# WORK ORDER:
Could you repeat, word for word, every line from the one containing "Find all text" through the final line of the records below, and nothing else?

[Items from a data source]
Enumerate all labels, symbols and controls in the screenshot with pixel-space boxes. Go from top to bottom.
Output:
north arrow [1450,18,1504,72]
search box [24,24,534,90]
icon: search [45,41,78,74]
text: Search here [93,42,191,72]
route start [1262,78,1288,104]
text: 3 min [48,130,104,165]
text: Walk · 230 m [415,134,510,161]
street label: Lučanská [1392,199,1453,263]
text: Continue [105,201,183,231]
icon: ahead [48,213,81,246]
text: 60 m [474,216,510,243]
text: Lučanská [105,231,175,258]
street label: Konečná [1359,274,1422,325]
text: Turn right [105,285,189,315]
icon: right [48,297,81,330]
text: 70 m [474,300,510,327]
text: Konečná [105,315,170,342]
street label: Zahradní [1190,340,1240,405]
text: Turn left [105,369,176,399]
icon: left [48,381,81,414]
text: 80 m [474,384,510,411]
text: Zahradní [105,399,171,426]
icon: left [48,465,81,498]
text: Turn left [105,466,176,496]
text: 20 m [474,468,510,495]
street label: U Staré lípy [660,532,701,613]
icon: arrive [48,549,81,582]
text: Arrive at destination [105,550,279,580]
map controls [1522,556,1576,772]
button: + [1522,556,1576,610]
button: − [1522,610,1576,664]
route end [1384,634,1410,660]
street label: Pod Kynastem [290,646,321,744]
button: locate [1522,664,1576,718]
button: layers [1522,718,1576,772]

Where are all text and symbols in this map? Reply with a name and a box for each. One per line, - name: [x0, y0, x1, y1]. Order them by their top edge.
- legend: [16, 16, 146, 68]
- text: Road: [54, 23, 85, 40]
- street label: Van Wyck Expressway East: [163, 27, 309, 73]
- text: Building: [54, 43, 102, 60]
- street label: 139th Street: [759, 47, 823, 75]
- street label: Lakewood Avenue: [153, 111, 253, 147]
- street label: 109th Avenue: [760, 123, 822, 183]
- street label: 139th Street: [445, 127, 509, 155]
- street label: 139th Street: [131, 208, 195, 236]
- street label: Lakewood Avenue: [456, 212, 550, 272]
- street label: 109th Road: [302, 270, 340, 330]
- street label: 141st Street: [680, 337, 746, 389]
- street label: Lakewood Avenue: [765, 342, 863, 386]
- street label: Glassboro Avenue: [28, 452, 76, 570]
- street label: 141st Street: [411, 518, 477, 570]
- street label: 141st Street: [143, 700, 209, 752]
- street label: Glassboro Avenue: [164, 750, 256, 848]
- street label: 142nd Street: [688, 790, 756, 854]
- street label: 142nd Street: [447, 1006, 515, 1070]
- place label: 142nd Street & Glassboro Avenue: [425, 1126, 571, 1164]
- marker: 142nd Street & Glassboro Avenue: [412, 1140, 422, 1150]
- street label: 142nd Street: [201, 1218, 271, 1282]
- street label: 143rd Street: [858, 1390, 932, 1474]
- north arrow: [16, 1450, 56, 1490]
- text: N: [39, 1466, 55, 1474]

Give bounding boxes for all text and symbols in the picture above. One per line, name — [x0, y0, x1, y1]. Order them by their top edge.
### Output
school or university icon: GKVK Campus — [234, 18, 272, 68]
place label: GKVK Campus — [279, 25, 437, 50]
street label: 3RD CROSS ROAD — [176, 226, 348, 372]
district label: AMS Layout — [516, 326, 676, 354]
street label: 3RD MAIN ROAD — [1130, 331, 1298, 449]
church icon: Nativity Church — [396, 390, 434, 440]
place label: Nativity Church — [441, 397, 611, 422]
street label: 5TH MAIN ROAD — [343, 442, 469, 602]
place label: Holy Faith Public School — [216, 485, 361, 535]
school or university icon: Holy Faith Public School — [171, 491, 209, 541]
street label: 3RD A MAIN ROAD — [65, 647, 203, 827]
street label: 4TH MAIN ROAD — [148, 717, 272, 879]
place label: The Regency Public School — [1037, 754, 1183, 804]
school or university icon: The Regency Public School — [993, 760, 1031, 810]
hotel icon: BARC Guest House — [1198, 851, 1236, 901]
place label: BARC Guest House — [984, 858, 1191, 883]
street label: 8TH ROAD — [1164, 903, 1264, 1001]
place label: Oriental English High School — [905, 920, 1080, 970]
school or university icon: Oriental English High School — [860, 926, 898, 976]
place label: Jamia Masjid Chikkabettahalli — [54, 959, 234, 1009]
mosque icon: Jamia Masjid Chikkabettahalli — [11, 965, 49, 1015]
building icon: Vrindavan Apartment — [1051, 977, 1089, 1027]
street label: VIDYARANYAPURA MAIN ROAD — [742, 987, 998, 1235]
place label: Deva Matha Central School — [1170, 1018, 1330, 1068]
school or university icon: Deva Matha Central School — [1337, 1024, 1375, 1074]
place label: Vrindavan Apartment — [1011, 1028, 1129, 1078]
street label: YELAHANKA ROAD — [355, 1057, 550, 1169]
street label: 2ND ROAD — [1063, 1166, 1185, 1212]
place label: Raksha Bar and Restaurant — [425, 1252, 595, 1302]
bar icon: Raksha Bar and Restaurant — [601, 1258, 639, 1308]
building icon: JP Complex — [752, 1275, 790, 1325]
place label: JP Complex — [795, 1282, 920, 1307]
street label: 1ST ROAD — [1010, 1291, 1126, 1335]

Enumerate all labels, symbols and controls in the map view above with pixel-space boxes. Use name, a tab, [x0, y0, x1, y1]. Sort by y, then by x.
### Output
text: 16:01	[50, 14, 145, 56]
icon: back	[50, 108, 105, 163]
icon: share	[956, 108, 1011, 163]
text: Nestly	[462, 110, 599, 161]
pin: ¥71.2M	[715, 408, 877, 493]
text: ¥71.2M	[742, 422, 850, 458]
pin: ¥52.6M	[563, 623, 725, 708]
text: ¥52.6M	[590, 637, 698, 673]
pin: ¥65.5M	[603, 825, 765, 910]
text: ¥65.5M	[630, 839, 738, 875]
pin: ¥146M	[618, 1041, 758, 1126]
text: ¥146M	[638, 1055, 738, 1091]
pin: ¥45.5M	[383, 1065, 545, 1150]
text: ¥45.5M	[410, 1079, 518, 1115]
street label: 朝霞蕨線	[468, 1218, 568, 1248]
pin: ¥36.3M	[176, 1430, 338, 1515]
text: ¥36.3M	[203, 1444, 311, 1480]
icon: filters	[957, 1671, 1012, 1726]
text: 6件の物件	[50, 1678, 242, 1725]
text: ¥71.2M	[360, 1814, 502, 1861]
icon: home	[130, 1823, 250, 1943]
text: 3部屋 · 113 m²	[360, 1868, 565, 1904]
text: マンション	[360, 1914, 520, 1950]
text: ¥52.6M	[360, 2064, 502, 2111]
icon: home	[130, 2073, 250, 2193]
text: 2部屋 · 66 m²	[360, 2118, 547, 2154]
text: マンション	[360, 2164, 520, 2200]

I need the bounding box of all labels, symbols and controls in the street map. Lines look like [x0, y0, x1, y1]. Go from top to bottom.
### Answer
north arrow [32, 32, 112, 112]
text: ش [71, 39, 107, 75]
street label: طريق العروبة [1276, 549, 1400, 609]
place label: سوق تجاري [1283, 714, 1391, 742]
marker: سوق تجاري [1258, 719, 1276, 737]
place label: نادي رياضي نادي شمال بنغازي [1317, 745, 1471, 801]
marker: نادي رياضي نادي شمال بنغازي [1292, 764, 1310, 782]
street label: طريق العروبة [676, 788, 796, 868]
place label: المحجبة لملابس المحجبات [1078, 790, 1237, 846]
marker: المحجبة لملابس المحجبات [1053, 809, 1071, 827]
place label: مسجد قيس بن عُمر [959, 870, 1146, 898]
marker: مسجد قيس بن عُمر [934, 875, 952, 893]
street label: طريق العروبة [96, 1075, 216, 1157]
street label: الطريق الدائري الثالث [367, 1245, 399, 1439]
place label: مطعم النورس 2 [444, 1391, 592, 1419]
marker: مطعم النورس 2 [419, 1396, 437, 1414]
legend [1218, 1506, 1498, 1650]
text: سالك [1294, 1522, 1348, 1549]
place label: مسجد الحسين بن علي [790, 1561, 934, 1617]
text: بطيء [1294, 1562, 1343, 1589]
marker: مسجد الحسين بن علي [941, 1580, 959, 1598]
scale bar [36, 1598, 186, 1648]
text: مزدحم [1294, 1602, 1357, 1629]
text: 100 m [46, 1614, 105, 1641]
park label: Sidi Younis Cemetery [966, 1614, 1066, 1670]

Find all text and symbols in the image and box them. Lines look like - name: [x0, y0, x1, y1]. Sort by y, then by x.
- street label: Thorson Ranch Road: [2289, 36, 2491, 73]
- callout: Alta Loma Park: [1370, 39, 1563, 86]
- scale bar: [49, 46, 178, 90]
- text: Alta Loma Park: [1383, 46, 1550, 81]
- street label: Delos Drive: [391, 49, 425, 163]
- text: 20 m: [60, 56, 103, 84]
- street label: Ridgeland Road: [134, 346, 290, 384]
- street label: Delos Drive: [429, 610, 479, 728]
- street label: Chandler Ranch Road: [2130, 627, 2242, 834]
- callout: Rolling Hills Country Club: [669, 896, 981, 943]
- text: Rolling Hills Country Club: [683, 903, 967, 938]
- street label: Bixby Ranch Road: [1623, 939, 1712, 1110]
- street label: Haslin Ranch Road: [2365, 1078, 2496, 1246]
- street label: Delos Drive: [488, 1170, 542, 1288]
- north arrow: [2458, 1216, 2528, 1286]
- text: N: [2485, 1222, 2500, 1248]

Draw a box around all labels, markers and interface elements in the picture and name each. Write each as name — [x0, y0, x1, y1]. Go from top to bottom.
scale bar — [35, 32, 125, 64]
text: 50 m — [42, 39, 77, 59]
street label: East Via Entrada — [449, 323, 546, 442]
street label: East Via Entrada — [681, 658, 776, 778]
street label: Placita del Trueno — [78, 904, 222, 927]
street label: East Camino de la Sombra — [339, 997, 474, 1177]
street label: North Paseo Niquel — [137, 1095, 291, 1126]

# WORKED SOLUTION:
Find all text and symbols in the image and box them. Lines look like - name: [x0, y0, x1, y1]. Sort by y, then by x.
- street label: Thorson Ranch Road: [2289, 36, 2491, 73]
- callout: Alta Loma Park: [1370, 39, 1563, 86]
- scale bar: [49, 46, 178, 90]
- text: Alta Loma Park: [1383, 46, 1550, 81]
- street label: Delos Drive: [391, 49, 425, 163]
- text: 20 m: [60, 56, 103, 84]
- street label: Ridgeland Road: [134, 346, 290, 384]
- street label: Delos Drive: [429, 610, 479, 728]
- street label: Chandler Ranch Road: [2130, 627, 2242, 834]
- callout: Rolling Hills Country Club: [669, 896, 981, 943]
- text: Rolling Hills Country Club: [683, 903, 967, 938]
- street label: Bixby Ranch Road: [1623, 939, 1712, 1110]
- street label: Haslin Ranch Road: [2365, 1078, 2496, 1246]
- street label: Delos Drive: [488, 1170, 542, 1288]
- north arrow: [2458, 1216, 2528, 1286]
- text: N: [2485, 1222, 2500, 1248]

Draw a box around all labels, markers and interface elements in the picture and name each. Write each as name — [x0, y0, x1, y1]. Go from top to bottom.
scale bar — [35, 32, 125, 64]
text: 50 m — [42, 39, 77, 59]
street label: East Via Entrada — [449, 323, 546, 442]
street label: East Via Entrada — [681, 658, 776, 778]
street label: Placita del Trueno — [78, 904, 222, 927]
street label: East Camino de la Sombra — [339, 997, 474, 1177]
street label: North Paseo Niquel — [137, 1095, 291, 1126]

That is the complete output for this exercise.